Canadian film and television editor

Christopher Donaldson is a Canadian film and television editor. He is most noted for his work on the films Crimes of the Future, for which he received a Canadian Screen Award nomination for Best Editing at the 11th Canadian Screen Awards in 2023, and The Shrouds, for which he was nominated in the same category at the 13th Canadian Screen Awards in 2025.

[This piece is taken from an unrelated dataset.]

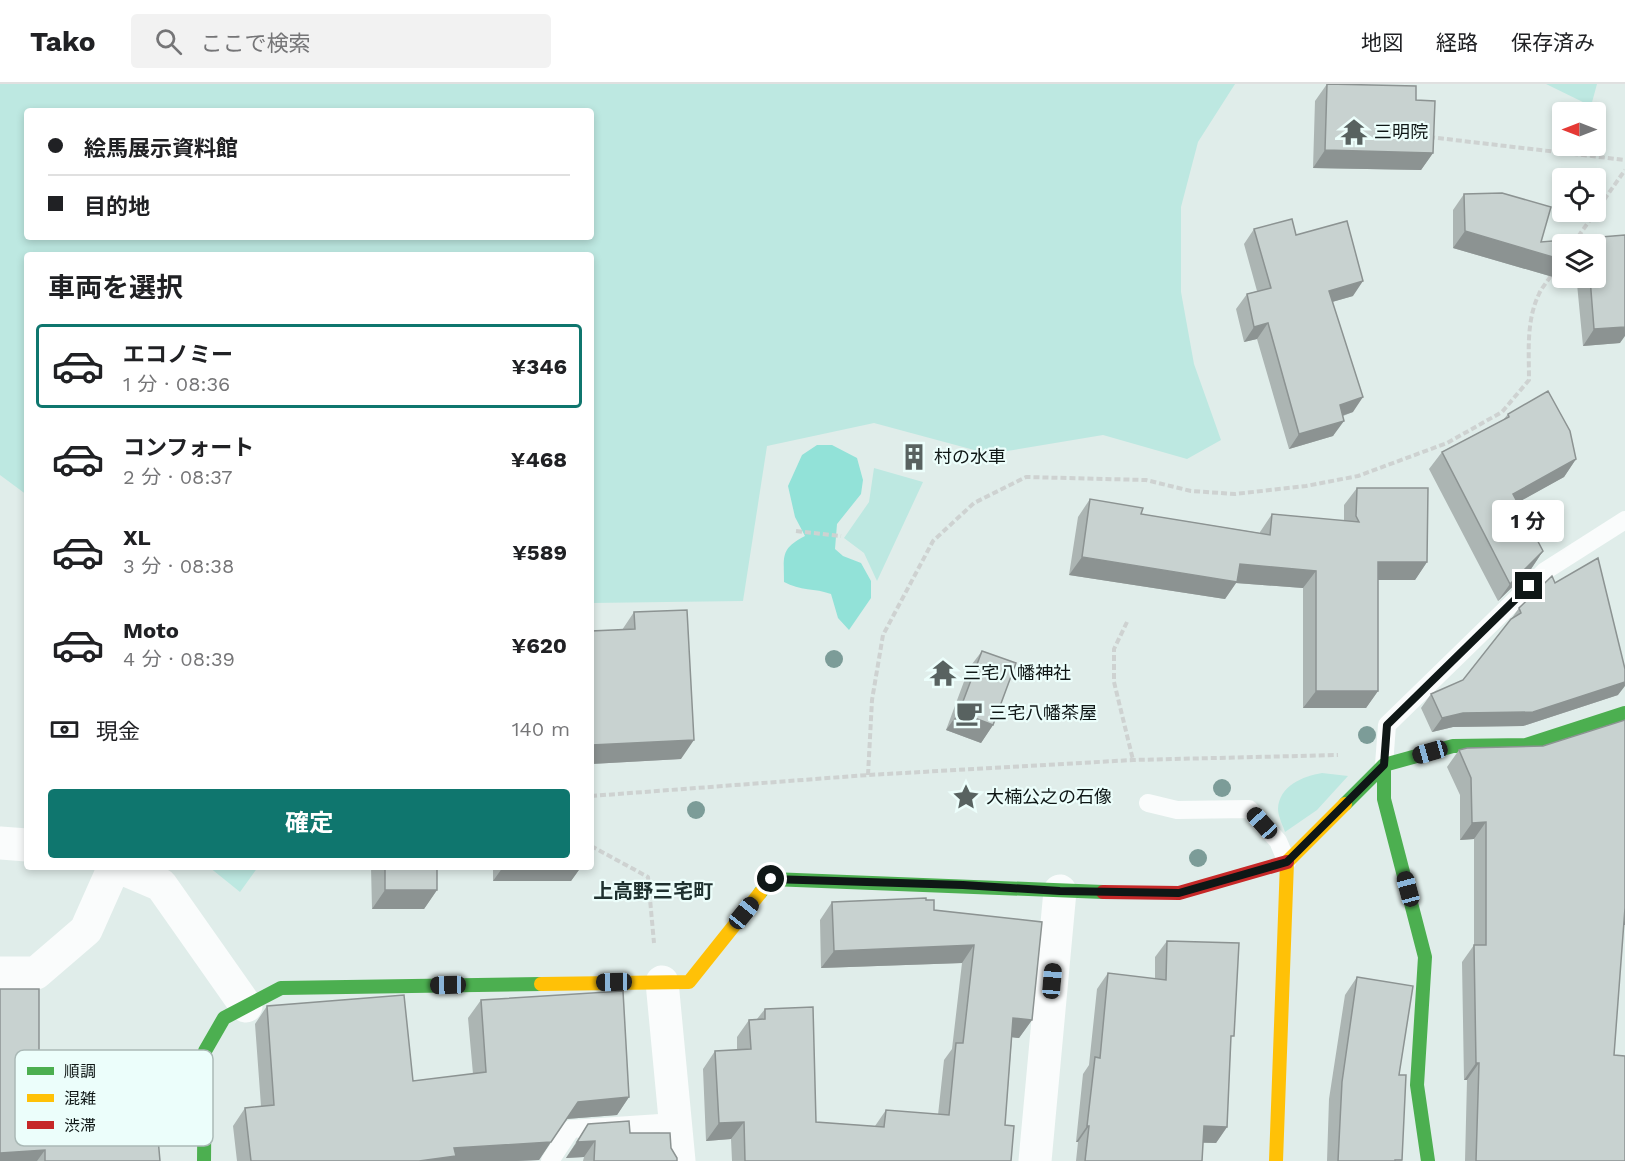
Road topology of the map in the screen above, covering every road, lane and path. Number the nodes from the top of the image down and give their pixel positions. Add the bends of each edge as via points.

He has previously been nominated for Best Picture Editing in a Dramatic Program or Series numerous times for his work in television, winning at the 23rd Gemini Awards in 2008 for his work on The Border, and receiving nods at the 19th Gemini Awards in 2004 and the 22nd Gemini Awards in 2007 for Slings & Arrows, the 26th Gemini Awards in 2011 and the 2nd Canadian Screen Awards in 2014 for Flashpoint, and at the 5th Canadian Screen Awards in 2017 for Vikings.

==Filmography==
===Film===

- 2000 - Vinyl
- 2000 - The Uncles
- 2000 - A Word from the Management
- 2000 - Dream Machine
- 2001 - Century Hotel
- 2001 - Khaled
- 2002 - Getting In
- 2002 - McLuhan's Wake
- 2003 - An Idea of Canada
- 2003 - Luck
- 2004 - I, Curmudgeon
- 2005 - Cricket and the Meaning of Life
- 2006 - Not Pretty, Really
- 2007 - Loveable
- 2007 - Four Wings and a Prayer
- 2007 - Global Metal
- 2008 - How Are You?
- 2009 - Waterlife
- 2010 - Act of Dishonour
- 2011 - Take This Waltz
- 2013 - Cottage Country
- 2013 - The Right Kind of Wrong
- 2014 - Stage Fright
- 2015 - Remember
- 2020 - A Simple Fucking Gesture
- 2022 - Crimes of the Future
- 2022 - Women Talking
- 2024 - The Shrouds
- 2025 - Fear Street: Prom Queen

===Television===

- 2001 - The Team
- 2001 - The Lanza Sessions
- 2003-05 - Slings & Arrows (18 episodes)
- 2005 - A Perfect Fake
- 2006 - The Art of Seduction (one episode)
- 2007 - Rent-a-Goalie (four episodes)
- 2008 - The Border (nine episodes)
- 2009 - Being Erica (one episode)
- 2009 - The Incredible Journey of the Butterflies
- 2010 - The Kids in the Hall: Death Comes to Town (eight episodes)
- 2010 - The Bridge (four episodes)
- 2010 - Little Films About Big Moments
- 2010-12 - Flashpoint (15 episodes)
- 2011 - Metal Evolution (one episode)
- 2013 - Played (five episodes)
- 2014-16 - Penny Dreadful (six episodes)
- 2016 - Vikings (three episodes)
- 2017 - The Kennedys: After Camelot
- 2017-21 - The Handmaid's Tale (18 episodes)
- 2018 - A Veteran's Christmas
- 2018-20 - Condor (six episodes)
- 2019-21 - American Gods (five episodes)
- 2022 - Reacher (one episode)
- 2023 - Fellow Travelers (three episodes)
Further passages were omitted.